WHAT YOU WILL DO: Show every line in the records below that contains the word "roads".

DATASET:
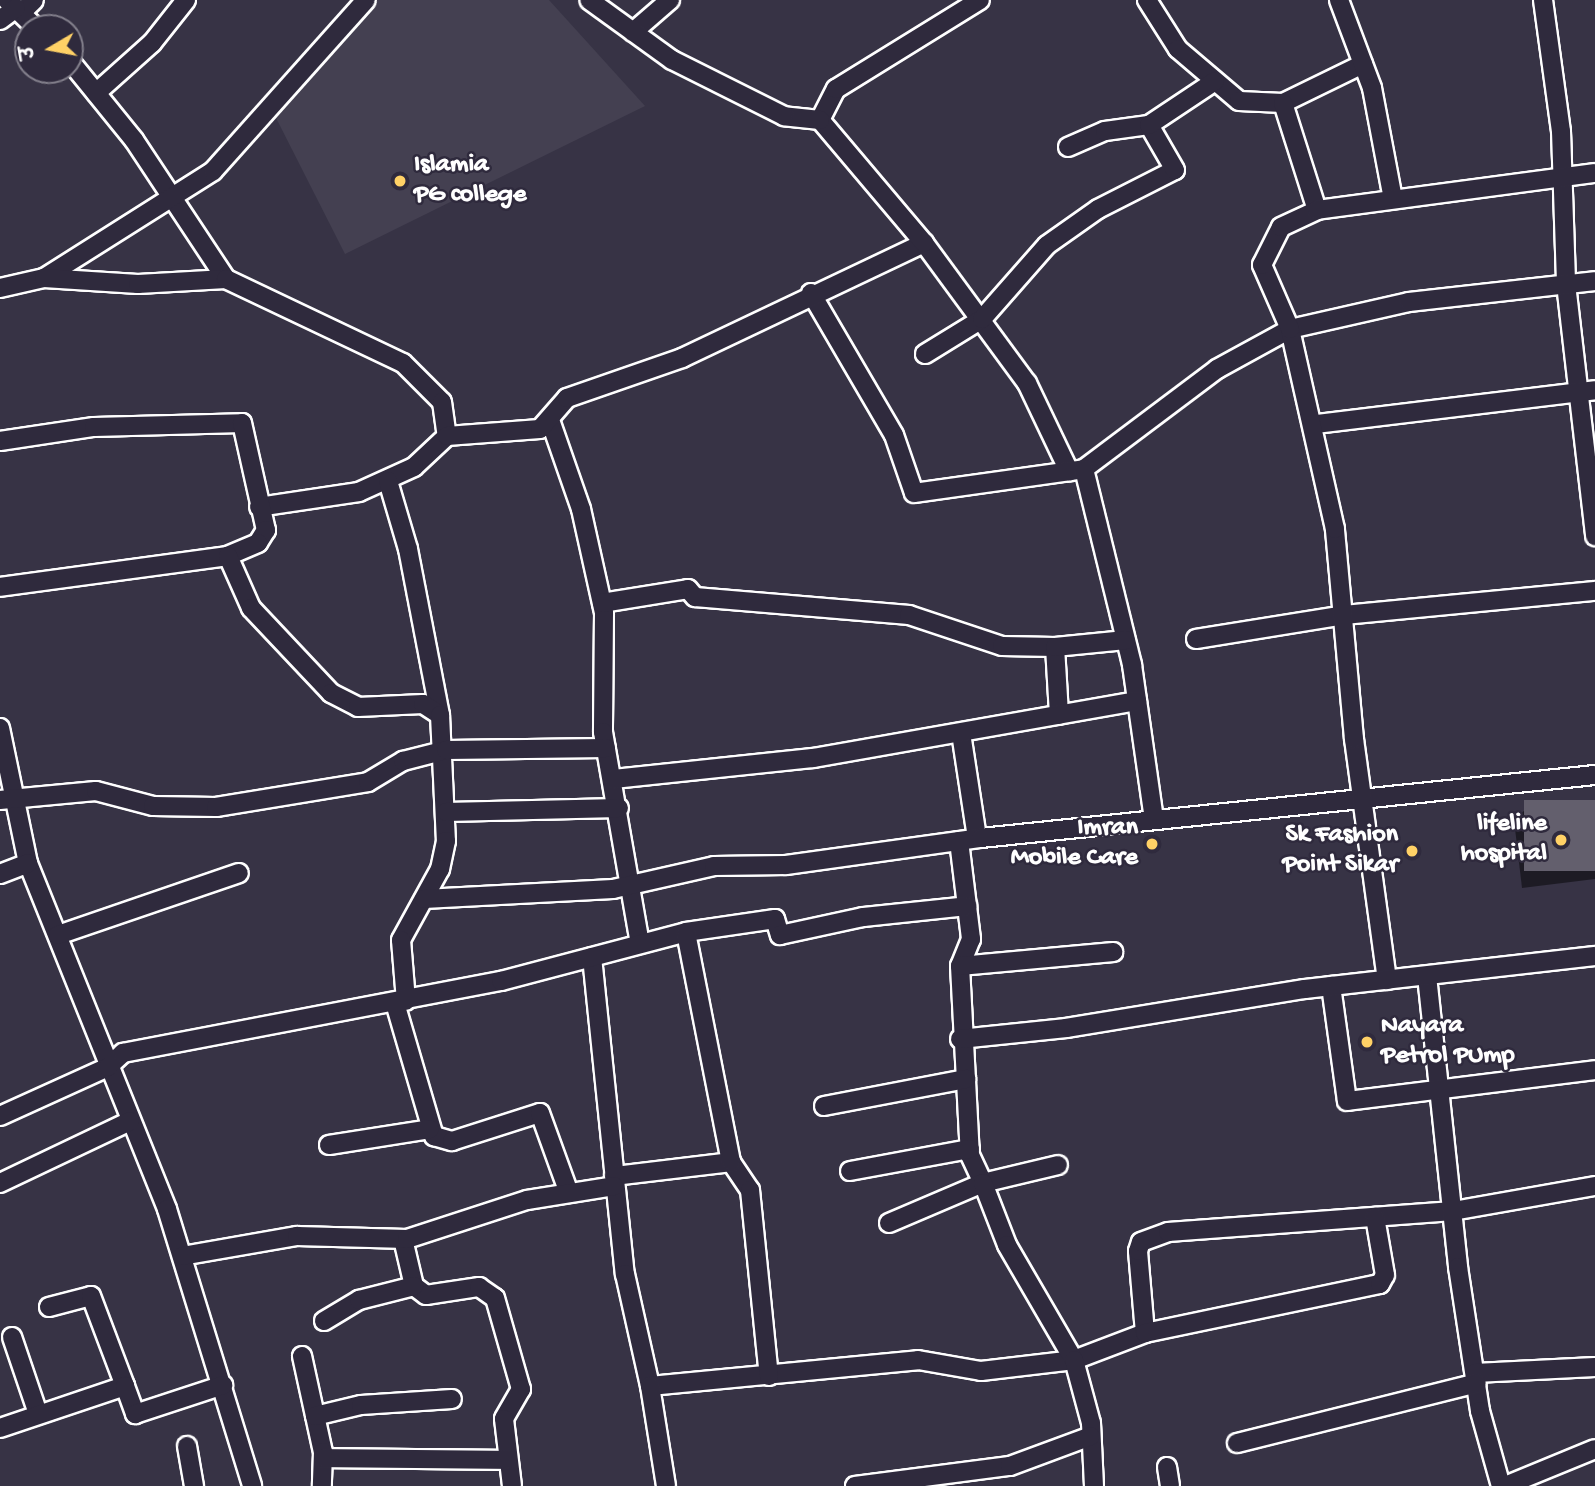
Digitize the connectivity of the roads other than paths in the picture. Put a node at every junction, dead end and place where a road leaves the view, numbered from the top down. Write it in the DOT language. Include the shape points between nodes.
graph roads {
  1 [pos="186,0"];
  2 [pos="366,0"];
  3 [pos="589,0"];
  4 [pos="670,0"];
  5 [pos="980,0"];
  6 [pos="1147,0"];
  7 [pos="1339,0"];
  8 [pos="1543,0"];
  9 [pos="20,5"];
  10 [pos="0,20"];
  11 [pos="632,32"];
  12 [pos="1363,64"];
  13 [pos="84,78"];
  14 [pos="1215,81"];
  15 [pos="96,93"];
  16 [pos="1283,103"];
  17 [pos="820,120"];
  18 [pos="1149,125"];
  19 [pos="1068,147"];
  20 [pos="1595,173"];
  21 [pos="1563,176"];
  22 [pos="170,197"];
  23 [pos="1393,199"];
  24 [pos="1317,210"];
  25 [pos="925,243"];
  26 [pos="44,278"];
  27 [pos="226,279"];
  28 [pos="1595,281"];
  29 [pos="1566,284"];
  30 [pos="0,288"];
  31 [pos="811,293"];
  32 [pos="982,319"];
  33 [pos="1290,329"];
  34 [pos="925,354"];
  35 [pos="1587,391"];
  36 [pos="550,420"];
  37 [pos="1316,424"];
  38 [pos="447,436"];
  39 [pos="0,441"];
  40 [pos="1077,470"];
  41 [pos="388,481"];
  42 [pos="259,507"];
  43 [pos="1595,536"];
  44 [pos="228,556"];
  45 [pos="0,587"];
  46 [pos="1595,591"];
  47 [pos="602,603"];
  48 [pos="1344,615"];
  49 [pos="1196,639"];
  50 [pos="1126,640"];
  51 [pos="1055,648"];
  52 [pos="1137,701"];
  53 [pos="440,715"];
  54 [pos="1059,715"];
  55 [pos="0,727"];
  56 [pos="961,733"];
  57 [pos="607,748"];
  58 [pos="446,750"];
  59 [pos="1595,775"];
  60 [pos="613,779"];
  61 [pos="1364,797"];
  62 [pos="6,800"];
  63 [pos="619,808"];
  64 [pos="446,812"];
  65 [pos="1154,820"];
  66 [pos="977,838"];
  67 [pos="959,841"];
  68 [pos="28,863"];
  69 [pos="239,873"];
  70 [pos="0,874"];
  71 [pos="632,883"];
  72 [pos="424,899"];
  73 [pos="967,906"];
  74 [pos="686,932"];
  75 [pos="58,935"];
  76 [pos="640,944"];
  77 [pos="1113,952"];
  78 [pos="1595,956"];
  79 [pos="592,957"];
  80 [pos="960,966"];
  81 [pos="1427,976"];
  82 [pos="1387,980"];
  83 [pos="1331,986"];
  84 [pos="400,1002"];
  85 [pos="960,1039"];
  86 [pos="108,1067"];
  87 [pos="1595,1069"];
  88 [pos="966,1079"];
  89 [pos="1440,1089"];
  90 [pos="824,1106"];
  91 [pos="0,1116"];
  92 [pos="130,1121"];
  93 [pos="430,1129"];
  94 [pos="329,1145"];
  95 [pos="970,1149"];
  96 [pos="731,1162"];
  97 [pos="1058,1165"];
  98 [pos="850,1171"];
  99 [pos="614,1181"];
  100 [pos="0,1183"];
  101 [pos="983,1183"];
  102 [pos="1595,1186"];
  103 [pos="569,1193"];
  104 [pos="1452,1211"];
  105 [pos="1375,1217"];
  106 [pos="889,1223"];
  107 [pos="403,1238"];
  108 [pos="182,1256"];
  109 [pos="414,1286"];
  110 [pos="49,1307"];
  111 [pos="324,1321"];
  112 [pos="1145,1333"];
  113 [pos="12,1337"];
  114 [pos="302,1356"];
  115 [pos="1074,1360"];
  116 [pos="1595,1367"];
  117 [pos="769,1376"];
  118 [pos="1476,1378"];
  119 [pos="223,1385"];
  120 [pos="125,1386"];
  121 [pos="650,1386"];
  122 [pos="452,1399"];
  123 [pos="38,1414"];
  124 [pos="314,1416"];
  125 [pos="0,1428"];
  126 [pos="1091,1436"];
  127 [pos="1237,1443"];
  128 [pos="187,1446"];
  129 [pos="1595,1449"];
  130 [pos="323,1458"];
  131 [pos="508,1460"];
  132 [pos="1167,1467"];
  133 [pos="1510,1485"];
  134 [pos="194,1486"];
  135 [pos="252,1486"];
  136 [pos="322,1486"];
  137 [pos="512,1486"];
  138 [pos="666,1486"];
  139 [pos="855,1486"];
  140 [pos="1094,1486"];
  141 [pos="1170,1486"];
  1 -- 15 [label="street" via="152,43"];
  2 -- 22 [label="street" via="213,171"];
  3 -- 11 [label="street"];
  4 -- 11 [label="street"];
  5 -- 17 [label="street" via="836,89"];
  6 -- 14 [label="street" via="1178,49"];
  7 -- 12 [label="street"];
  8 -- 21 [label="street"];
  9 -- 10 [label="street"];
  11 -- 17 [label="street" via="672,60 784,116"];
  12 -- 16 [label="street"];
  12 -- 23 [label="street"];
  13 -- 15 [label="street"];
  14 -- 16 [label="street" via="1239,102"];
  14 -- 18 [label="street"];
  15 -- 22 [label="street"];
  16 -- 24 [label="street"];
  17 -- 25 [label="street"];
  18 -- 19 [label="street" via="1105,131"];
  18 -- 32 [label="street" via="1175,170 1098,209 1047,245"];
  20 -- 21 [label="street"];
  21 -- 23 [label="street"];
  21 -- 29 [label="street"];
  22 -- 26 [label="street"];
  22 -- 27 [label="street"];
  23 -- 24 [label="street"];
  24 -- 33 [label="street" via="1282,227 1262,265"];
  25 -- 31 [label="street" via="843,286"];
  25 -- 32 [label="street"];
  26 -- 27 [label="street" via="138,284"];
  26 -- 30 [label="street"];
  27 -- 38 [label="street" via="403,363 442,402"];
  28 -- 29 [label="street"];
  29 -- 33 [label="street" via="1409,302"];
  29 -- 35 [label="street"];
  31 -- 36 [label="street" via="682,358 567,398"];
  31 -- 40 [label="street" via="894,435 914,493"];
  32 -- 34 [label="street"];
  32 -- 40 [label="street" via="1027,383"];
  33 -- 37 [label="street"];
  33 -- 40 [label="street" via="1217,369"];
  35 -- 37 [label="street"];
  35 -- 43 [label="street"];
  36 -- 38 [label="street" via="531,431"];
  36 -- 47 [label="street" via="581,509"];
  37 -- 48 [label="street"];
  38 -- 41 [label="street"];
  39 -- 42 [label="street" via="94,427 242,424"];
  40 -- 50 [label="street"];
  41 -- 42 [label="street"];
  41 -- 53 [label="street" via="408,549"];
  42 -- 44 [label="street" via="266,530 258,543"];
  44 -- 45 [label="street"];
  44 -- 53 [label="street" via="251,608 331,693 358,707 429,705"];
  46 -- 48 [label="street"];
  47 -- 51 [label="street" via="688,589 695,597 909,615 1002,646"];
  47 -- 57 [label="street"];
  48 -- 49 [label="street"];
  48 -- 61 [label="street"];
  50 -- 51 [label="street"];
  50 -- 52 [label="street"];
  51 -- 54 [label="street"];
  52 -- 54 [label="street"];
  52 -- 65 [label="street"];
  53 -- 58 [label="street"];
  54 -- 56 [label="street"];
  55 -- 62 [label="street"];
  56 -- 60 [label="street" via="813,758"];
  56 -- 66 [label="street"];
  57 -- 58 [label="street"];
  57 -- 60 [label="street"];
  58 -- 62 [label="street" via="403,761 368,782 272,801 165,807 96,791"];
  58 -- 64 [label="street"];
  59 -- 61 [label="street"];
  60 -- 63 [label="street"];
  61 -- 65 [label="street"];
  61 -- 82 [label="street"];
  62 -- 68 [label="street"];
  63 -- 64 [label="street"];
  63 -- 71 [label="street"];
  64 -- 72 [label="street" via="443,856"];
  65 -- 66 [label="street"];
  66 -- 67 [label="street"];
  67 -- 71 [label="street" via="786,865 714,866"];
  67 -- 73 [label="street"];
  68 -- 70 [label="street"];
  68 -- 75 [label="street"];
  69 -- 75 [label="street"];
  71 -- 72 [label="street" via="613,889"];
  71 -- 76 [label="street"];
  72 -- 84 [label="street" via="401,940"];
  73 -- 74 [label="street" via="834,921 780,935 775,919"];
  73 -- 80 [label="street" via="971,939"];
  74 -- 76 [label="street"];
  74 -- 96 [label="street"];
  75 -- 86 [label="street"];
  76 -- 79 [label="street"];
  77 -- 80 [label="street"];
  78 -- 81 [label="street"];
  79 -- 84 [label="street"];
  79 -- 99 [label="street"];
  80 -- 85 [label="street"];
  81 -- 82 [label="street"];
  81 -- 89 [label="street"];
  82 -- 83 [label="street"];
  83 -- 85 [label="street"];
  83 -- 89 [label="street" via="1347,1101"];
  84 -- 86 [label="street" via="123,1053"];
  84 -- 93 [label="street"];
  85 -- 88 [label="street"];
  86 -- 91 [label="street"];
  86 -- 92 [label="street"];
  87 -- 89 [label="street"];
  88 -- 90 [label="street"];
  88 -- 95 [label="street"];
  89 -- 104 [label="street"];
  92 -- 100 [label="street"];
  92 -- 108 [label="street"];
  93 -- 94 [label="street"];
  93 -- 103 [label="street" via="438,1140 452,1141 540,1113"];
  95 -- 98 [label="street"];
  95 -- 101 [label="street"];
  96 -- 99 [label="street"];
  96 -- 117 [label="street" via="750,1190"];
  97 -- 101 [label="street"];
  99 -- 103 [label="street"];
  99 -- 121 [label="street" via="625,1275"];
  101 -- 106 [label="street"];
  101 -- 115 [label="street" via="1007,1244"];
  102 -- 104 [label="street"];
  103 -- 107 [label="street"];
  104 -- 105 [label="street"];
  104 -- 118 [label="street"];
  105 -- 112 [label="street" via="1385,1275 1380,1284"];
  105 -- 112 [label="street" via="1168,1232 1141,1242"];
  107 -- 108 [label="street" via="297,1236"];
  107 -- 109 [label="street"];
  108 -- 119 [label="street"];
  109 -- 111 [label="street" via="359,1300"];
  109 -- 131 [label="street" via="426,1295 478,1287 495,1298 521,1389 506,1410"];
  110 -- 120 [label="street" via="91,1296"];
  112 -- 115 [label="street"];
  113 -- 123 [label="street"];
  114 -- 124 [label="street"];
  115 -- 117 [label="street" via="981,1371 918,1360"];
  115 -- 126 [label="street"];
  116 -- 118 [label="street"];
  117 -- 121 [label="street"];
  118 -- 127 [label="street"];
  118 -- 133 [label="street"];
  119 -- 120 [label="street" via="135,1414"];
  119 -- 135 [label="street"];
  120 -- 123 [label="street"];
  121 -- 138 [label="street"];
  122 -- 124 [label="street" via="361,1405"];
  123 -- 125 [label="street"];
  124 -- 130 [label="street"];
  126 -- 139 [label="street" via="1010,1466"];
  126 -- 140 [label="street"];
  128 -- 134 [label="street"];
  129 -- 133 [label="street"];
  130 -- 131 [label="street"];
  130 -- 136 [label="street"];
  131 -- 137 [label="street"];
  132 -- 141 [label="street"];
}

RESPONSE AREA:
Digitize the connectivity of the roads other than paths in the picture. Put a node at every junction, dead end and place where a road leaves the view, numbered from the top down. Write it in the DOT language. Include the shape points between nodes.
graph roads {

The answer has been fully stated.